SUPPLIED INFORMATION >>
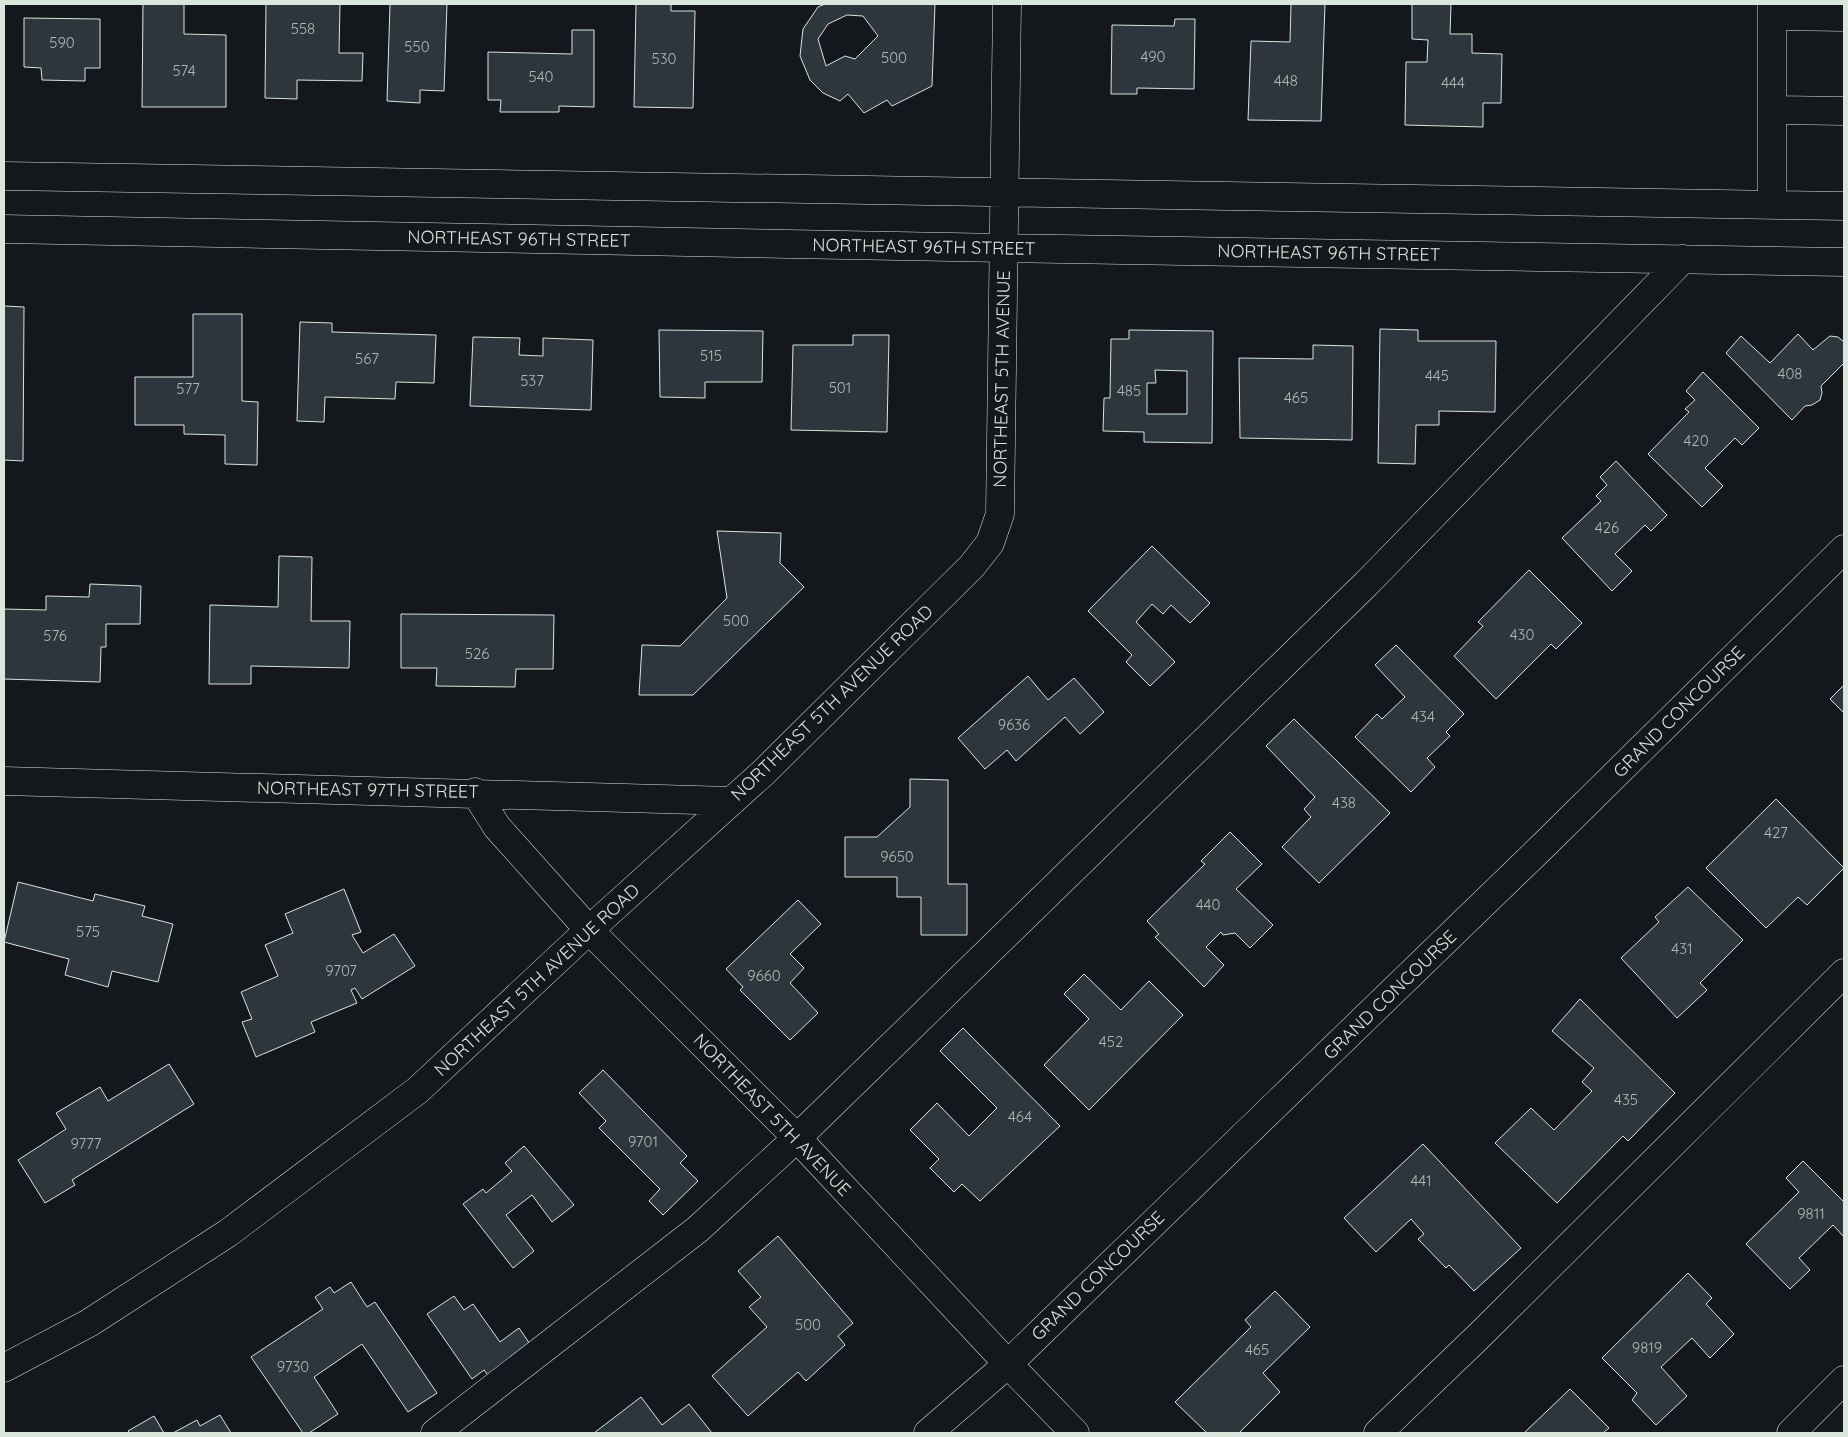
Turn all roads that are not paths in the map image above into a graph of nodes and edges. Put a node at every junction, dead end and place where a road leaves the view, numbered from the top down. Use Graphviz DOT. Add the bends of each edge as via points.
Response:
graph roads {
  1 [pos="1007,4"];
  2 [pos="1772,10"];
  3 [pos="1844,16"];
  4 [pos="1772,110"];
  5 [pos="1844,111"];
  6 [pos="4,176"];
  7 [pos="1006,191"];
  8 [pos="1772,205"];
  9 [pos="1844,206"];
  10 [pos="4,229"];
  11 [pos="1005,248"];
  12 [pos="1683,259"];
  13 [pos="1844,262"];
  14 [pos="1000,514"];
  15 [pos="1844,549"];
  16 [pos="4,781"];
  17 [pos="475,792"];
  18 [pos="732,801"];
  19 [pos="589,930"];
  20 [pos="1844,973"];
  21 [pos="797,1138"];
  22 [pos="1008,1364"];
  23 [pos="4,1368"];
  24 [pos="1844,1380"];
  25 [pos="435,1433"];
  26 [pos="928,1433"];
  27 [pos="1075,1433"];
  28 [pos="1378,1433"];
  29 [pos="1791,1433"];
  1 -- 7 [label="street, NORTHEAST 5TH AVENUE"];
  2 -- 3 [label="street"];
  2 -- 4 [label="street"];
  4 -- 5 [label="street"];
  4 -- 8 [label="street"];
  6 -- 7 [label="street"];
  7 -- 8 [label="street"];
  7 -- 11 [label="street, NORTHEAST 5TH AVENUE"];
  8 -- 9 [label="street"];
  10 -- 11 [label="street, NORTHEAST 96TH STREET"];
  11 -- 12 [label="street, NORTHEAST 96TH STREET"];
  11 -- 14 [label="street, NORTHEAST 5TH AVENUE"];
  12 -- 13 [label="street, NORTHEAST 96TH STREET"];
  12 -- 21 [label="street" via="1366,584"];
  14 -- 18 [label="street, NORTHEAST 5TH AVENUE ROAD" via="990,543 972,566"];
  15 -- 22 [label="street, GRAND CONCOURSE"];
  16 -- 17 [label="street, NORTHEAST 97TH STREET"];
  17 -- 18 [label="street, NORTHEAST 97TH STREET"];
  17 -- 19 [label="street, NORTHEAST 5TH AVENUE" via="497,827"];
  18 -- 19 [label="street, NORTHEAST 5TH AVENUE ROAD"];
  19 -- 21 [label="street, NORTHEAST 5TH AVENUE"];
  19 -- 23 [label="street, NORTHEAST 5TH AVENUE ROAD" via="418,1090 228,1233 89,1323"];
  20 -- 28 [label="street"];
  21 -- 22 [label="street, NORTHEAST 5TH AVENUE"];
  21 -- 25 [label="street" via="698,1229"];
  22 -- 26 [label="street, GRAND CONCOURSE"];
  22 -- 27 [label="street, NORTHEAST 5TH AVENUE"];
  24 -- 29 [label="street"];
}
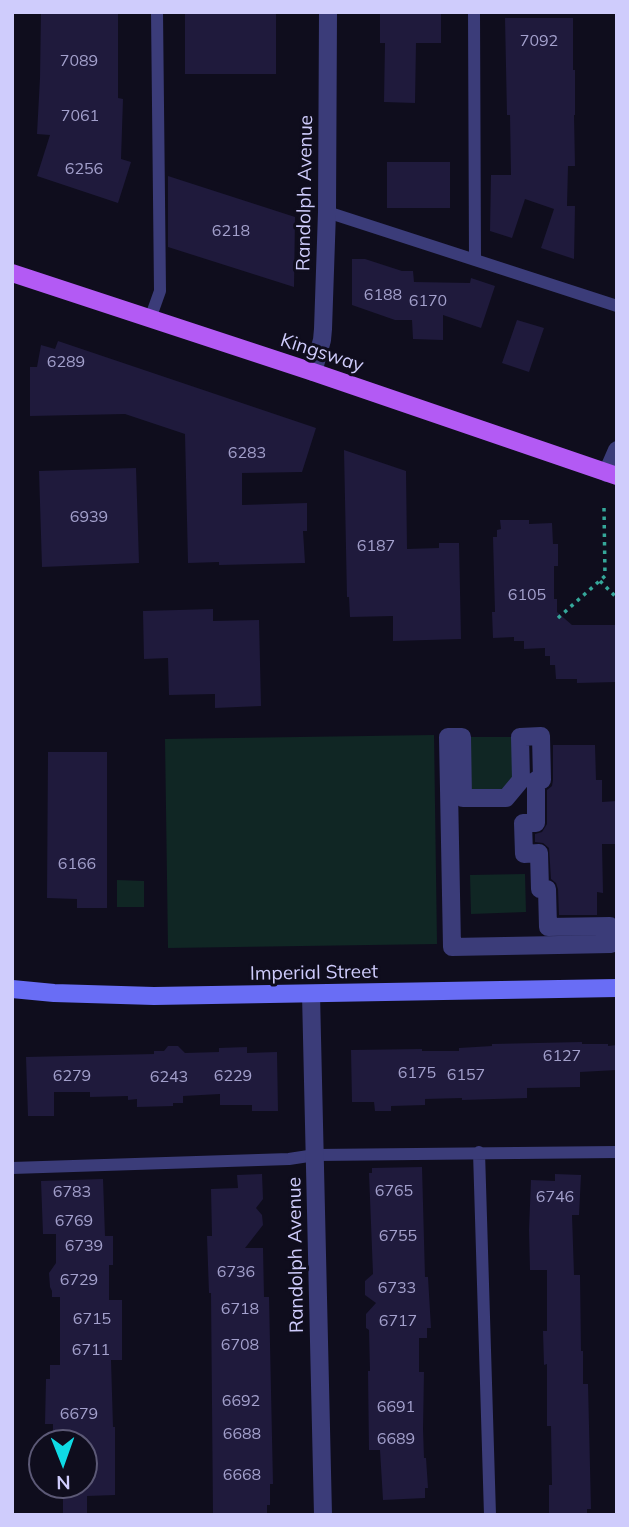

WHAT IS EXPECTED >> Reproduce every line of the data above, exactly as it stands, but not the pictures.

OUTPUT BELOW >>
Turn all roads that are not paths in the map image above into a graph of nodes and edges. Put a node at every junction, dead end and place where a road leaves the view, numbered from the top down. Use Graphviz DOT. Add the bends of each edge as via points.
Response:
graph roads {
  1 [pos="1007,4"];
  2 [pos="1772,10"];
  3 [pos="1844,16"];
  4 [pos="1772,110"];
  5 [pos="1844,111"];
  6 [pos="4,176"];
  7 [pos="1006,191"];
  8 [pos="1772,205"];
  9 [pos="1844,206"];
  10 [pos="4,229"];
  11 [pos="1005,248"];
  12 [pos="1683,259"];
  13 [pos="1844,262"];
  14 [pos="1000,514"];
  15 [pos="1844,549"];
  16 [pos="4,781"];
  17 [pos="475,792"];
  18 [pos="732,801"];
  19 [pos="589,930"];
  20 [pos="1844,973"];
  21 [pos="797,1138"];
  22 [pos="1008,1364"];
  23 [pos="4,1368"];
  24 [pos="1844,1380"];
  25 [pos="435,1433"];
  26 [pos="928,1433"];
  27 [pos="1075,1433"];
  28 [pos="1378,1433"];
  29 [pos="1791,1433"];
  1 -- 7 [label="street, NORTHEAST 5TH AVENUE"];
  2 -- 3 [label="street"];
  2 -- 4 [label="street"];
  4 -- 5 [label="street"];
  4 -- 8 [label="street"];
  6 -- 7 [label="street"];
  7 -- 8 [label="street"];
  7 -- 11 [label="street, NORTHEAST 5TH AVENUE"];
  8 -- 9 [label="street"];
  10 -- 11 [label="street, NORTHEAST 96TH STREET"];
  11 -- 12 [label="street, NORTHEAST 96TH STREET"];
  11 -- 14 [label="street, NORTHEAST 5TH AVENUE"];
  12 -- 13 [label="street, NORTHEAST 96TH STREET"];
  12 -- 21 [label="street" via="1366,584"];
  14 -- 18 [label="street, NORTHEAST 5TH AVENUE ROAD" via="990,543 972,566"];
  15 -- 22 [label="street, GRAND CONCOURSE"];
  16 -- 17 [label="street, NORTHEAST 97TH STREET"];
  17 -- 18 [label="street, NORTHEAST 97TH STREET"];
  17 -- 19 [label="street, NORTHEAST 5TH AVENUE" via="497,827"];
  18 -- 19 [label="street, NORTHEAST 5TH AVENUE ROAD"];
  19 -- 21 [label="street, NORTHEAST 5TH AVENUE"];
  19 -- 23 [label="street, NORTHEAST 5TH AVENUE ROAD" via="418,1090 228,1233 89,1323"];
  20 -- 28 [label="street"];
  21 -- 22 [label="street, NORTHEAST 5TH AVENUE"];
  21 -- 25 [label="street" via="698,1229"];
  22 -- 26 [label="street, GRAND CONCOURSE"];
  22 -- 27 [label="street, NORTHEAST 5TH AVENUE"];
  24 -- 29 [label="street"];
}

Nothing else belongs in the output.